Minus sign reversed on Key A and D

Hi there. To get my Rocket to rotate right I had to put the minus sign on the A key, not on the D key. This is the opposite of what the tutorial does. My code works great. Why is it different from the tutorial? BTW, my Scene view has Positive X pointing right on the 3-axis compass, and Positive Y of course is pointing up. Oh, just for fun I put extra effort into building my Rocket. It’s four child GameObjects (one capsule, one cylinder, and two cubes) under a Rocket parent empty GameObject.

Rocket Screenshot

Hi,

Does the camera have a negative scale or is it rotated?

Here’s a screenshot of my scene/game/inspector view for the Main Camera.
Does this help pinpoint the reason why my A & D key minus setting is the reverse of the tutorial?

Unfortunately, your screenshot looks fine, so the camera is very likely not causing the issue.

Four things are coming to my mind:

  1. Maybe the scale of the rocket root game object is negative? Please check its Inspector.
  2. There could be an issue with your code. Have you already compared your code to the Lecture Project Changes which can be found in the Resources of this lecture?
  3. The “wrong” keys are assigned in the Input Manager. Please take a look at the first screenshot in the manual. “A” must be assigned to the “Alt Negative Button”. “D” must be assigned to the “Alt Positive Button”. Is that the case in your project settings?
  4. Maybe there is a bug in your version of Unity. Which one do you use?

Hi Nina.
I checked the Rocket parent and its 4 child gameobjects. None of them have a negative scale.
I checked the Project Changes repo for this lecture. Didn’t see any code changes. It looks like the original lecture code remains unchanged.
Checked the Input Manager. The Alt Negative Button is set to a. Alt Positive Button is set to d.
I’m using Unity 2020.3.26f1, an LTS version. I’ll upgrade to the latest 2020 LTS and see what happens.
Thanks much for your investigating this mystery, Nina.
Jim

You could also try to test your code in a new scene. Create a new scene with a cube. Assign the Rocket script to that cube. Click the Play button and try to make that cube fly and rotate. If the same behaviour happens even though you did not do anything but assigning the Rocket script to the cube, the problem is either in your code or in Unity itself.

If nothing works, keep your current solution with the minus sign and proceed with the course. Once the game is complete and built, test the build on your current device and another device to figure out if the issue might be caused by the hardware.

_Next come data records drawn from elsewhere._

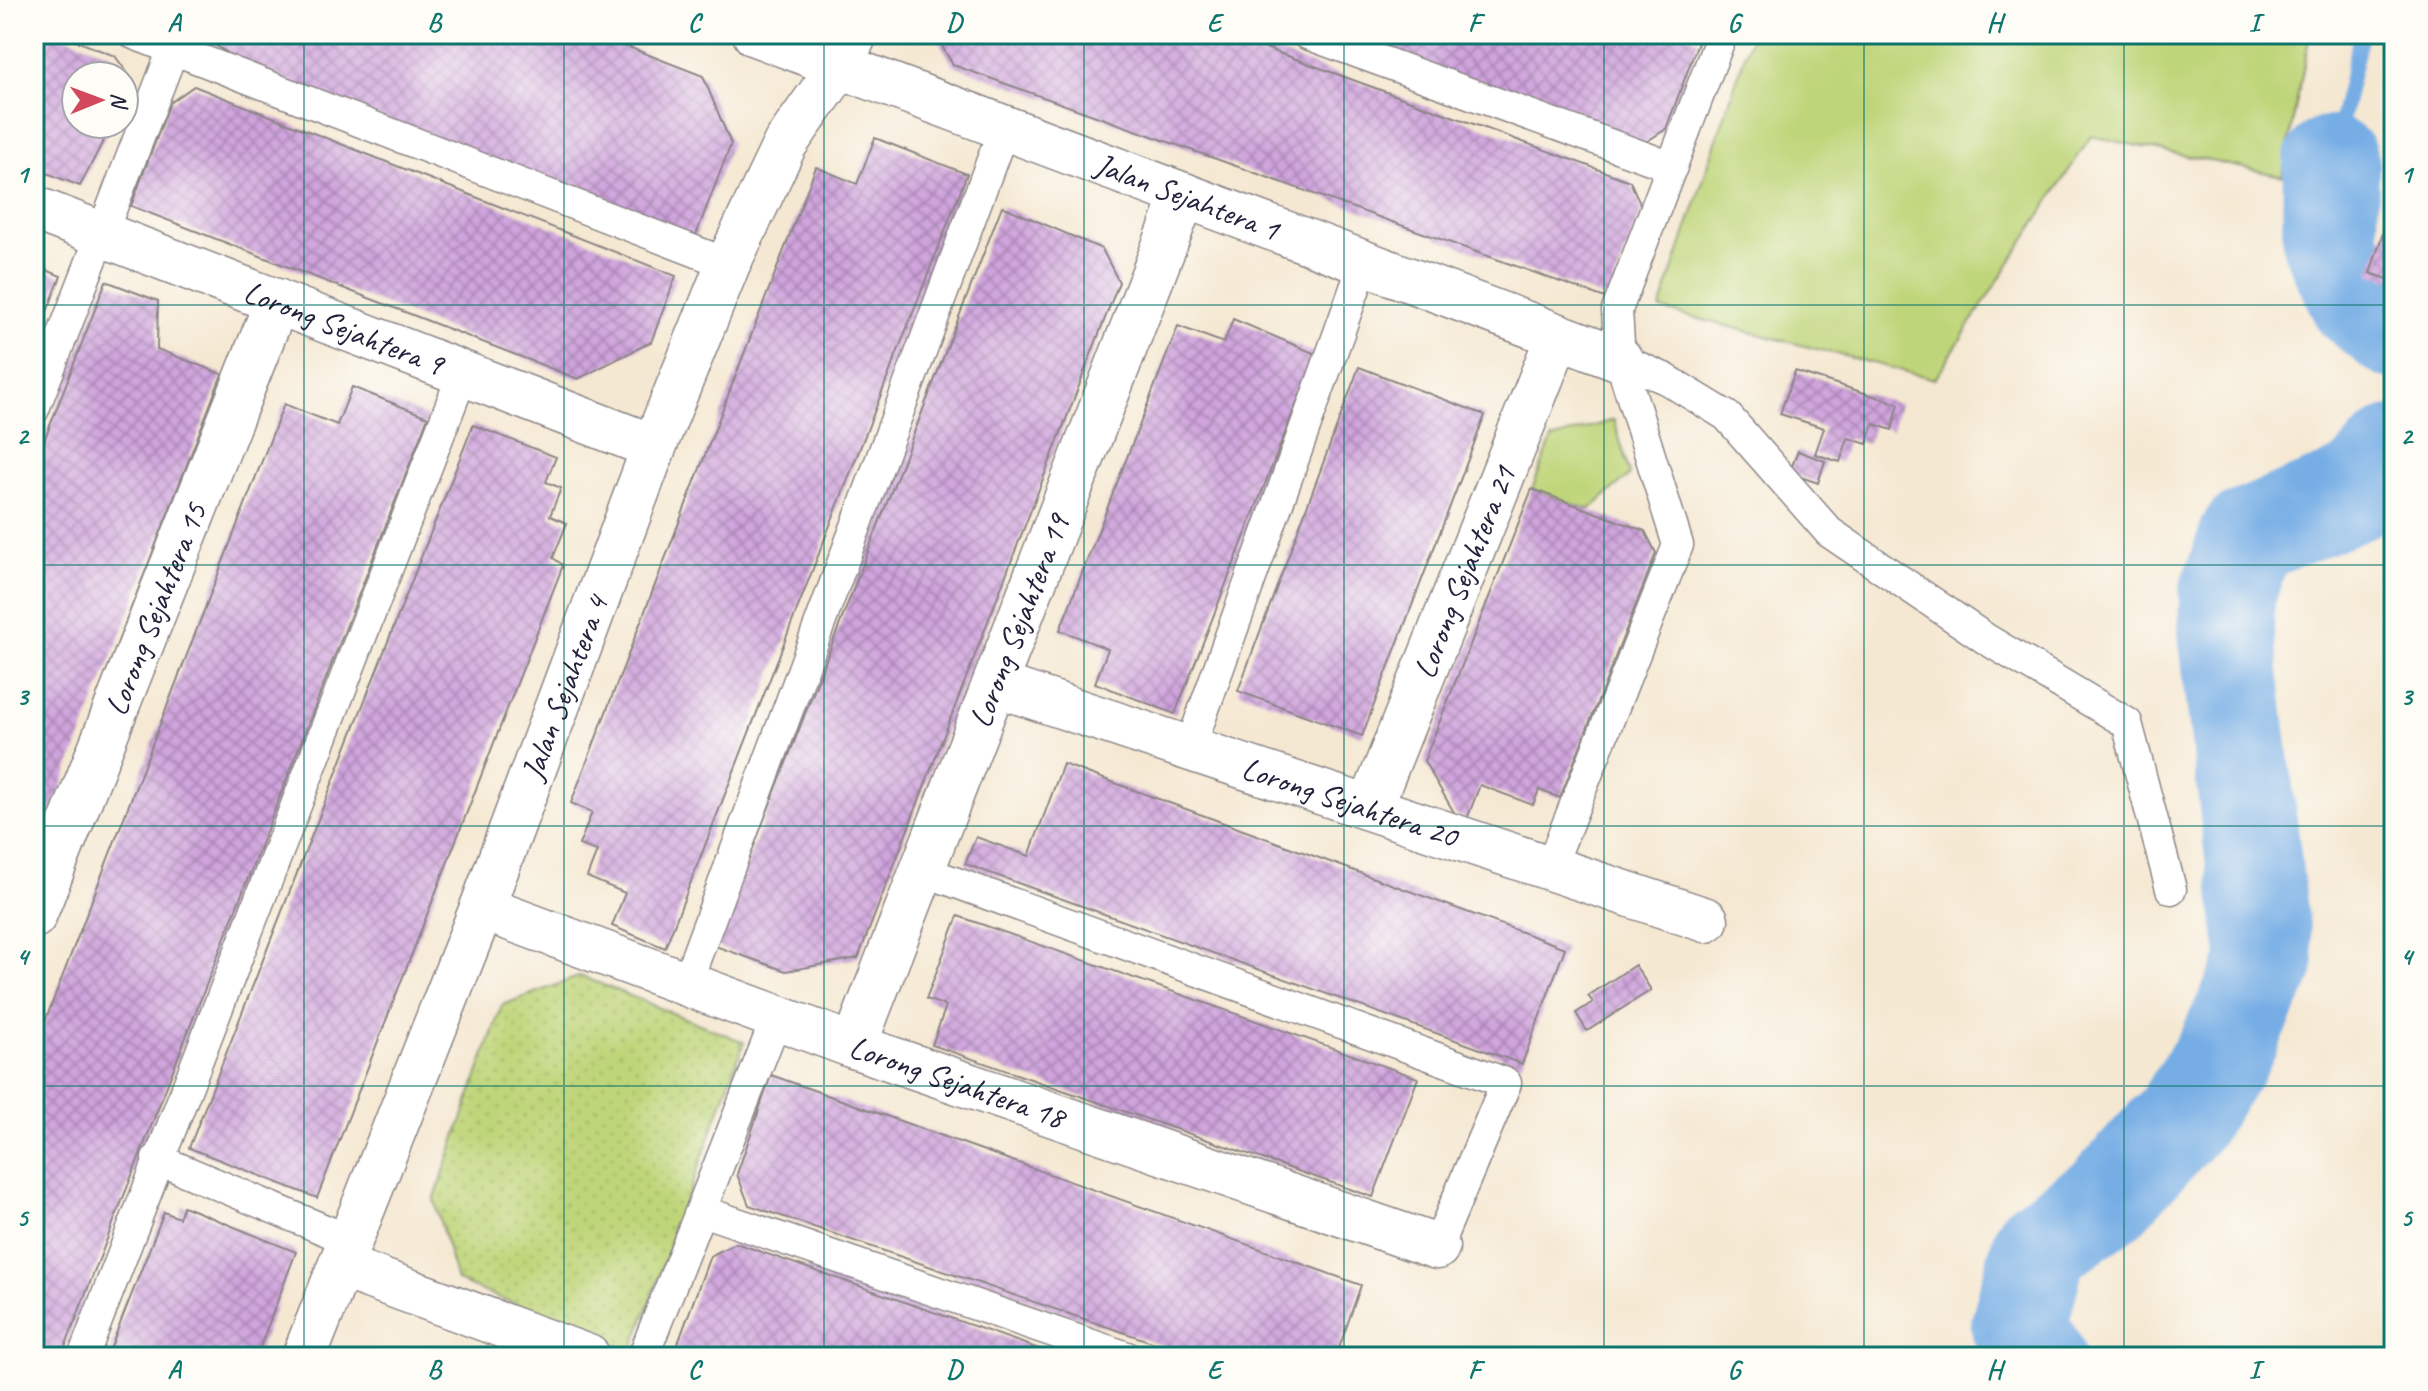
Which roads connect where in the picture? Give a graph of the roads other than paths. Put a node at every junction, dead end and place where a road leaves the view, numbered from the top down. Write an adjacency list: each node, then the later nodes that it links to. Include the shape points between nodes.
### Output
1 (134, 34): 5 (lane)
2 (755, 34): 6 (street, Jalan Sejahtera 1)
3 (1307, 34): 8 (lane)
4 (1722, 34): 8 (lane)
5 (176, 42): 11 (lane); 13 (lane)
6 (848, 50): 7 (street, Jalan Sejahtera 1); 13 (street, Jalan Sejahtera 4, via 785,144)
7 (1004, 128): 9 (street, Jalan Sejahtera 1); 29 (lane)
8 (1672, 167): 16 (lane, via 1617,310)
9 (1184, 195): 12 (street, Jalan Sejahtera 1); 20 (street, Lorong Sejahtera 19)
10 (34, 208): 11 (street, Lorong Sejahtera 9)
11 (101, 234): 14 (street, Lorong Sejahtera 9); 18 (lane)
12 (1364, 263): 15 (street, Jalan Sejahtera 1); 21 (lane)
13 (728, 264): 19 (street, Jalan Sejahtera 4)
14 (277, 301): 17 (street, Lorong Sejahtera 9); 27 (street, Lorong Sejahtera 15)
15 (1558, 336): 16 (street, Jalan Sejahtera 1); 22 (street, Lorong Sejahtera 21)
16 (1620, 359): 23 (lane, via 1678,545); 25 (lane, via 1727,416 1829,532 1986,639 2127,723)
17 (463, 373): 19 (street, Lorong Sejahtera 9); 32 (lane)
18 (34, 409)
19 (654, 447): 26 (street, Jalan Sejahtera 4)
20 (995, 684): 21 (street, Lorong Sejahtera 20); 24 (street, Lorong Sejahtera 19)
21 (1190, 748): 22 (street, Lorong Sejahtera 20)
22 (1370, 808): 23 (street, Lorong Sejahtera 20)
23 (1550, 868): 28 (street, Lorong Sejahtera 20)
24 (921, 870): 31 (street, Lorong Sejahtera 19); 34 (lane, via 1506,1083)
25 (2171, 889)
26 (482, 908): 29 (street, Lorong Sejahtera 18); 35 (street, Jalan Sejahtera 4)
27 (34, 916)
28 (1706, 920)
29 (686, 984): 30 (street, Lorong Sejahtera 18)
30 (777, 1017): 31 (street, Lorong Sejahtera 18); 33 (lane)
31 (854, 1046): 34 (street, Lorong Sejahtera 18)
32 (157, 1159): 35 (lane); 36 (lane)
33 (702, 1211): 39 (lane); 40 (lane)
34 (1437, 1247)
35 (346, 1253): 37 (street, Jalan Sejahtera 4); 38 (street)
36 (83, 1357)
37 (304, 1357)
38 (588, 1357)
39 (643, 1357)
40 (1127, 1357)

I created a new project. Made a cube rocket. I copied the code from the tutorial project into a Movement script in the new project. Attached script to cube rocket. And created Rigidbody for it of course.
When I hit Play the rocket cube behaves the exact same way as in the tutorial project. Mysterious!
Below is the complete code for my Movement script. Do you see anything peculiar about it?

using System.Collections;
using System.Collections.Generic;
using UnityEngine;
using UnityEngine.Serialization;

public class Movement : MonoBehaviour
{
private Rigidbody _rigidbody;
[SerializeField] float _upThrust;
[SerializeField] private float rotationThrust;
// Start is called before the first frame update
void Start()
{
_rigidbody = GetComponent();

}

// Update is called once per frame
void Update()
{
    ProcessThrust();
    ProcessRotate();
}

void ProcessThrust()
{
    if (Input.GetKey(KeyCode.Space))
    {
        _rigidbody.AddRelativeForce(Vector3.up * _upThrust * Time.deltaTime);
    }
}
void ProcessRotate()
{    
    if (Input.GetKey(KeyCode.A))
    {
        ApplyRotation(-rotationThrust);
    }
   else if (Input.GetKey(KeyCode.D))
    {
        ApplyRotation(rotationThrust);
    }
}

private void ApplyRotation(float rotationThisFrame)
{
    _rigidbody.freezeRotation = true;  //freezing rotation so we can manually rotate
    transform.Rotate(-Vector3.forward * rotationThisFrame * Time.deltaTime);
    _rigidbody.freezeRotation = false;  //unfreezing rotation so physics system can take over
}

}

I’m wondering if the “double” minus sign might be causing the problem. See these two lines in your code:

ApplyRotation(-rotationThrust); // A key
transform.Rotate(-Vector3.forward * rotationThisFrame * Time.deltaTime);

Minus times minus is plus. Try to remove the minus sign from the Vector3.forward.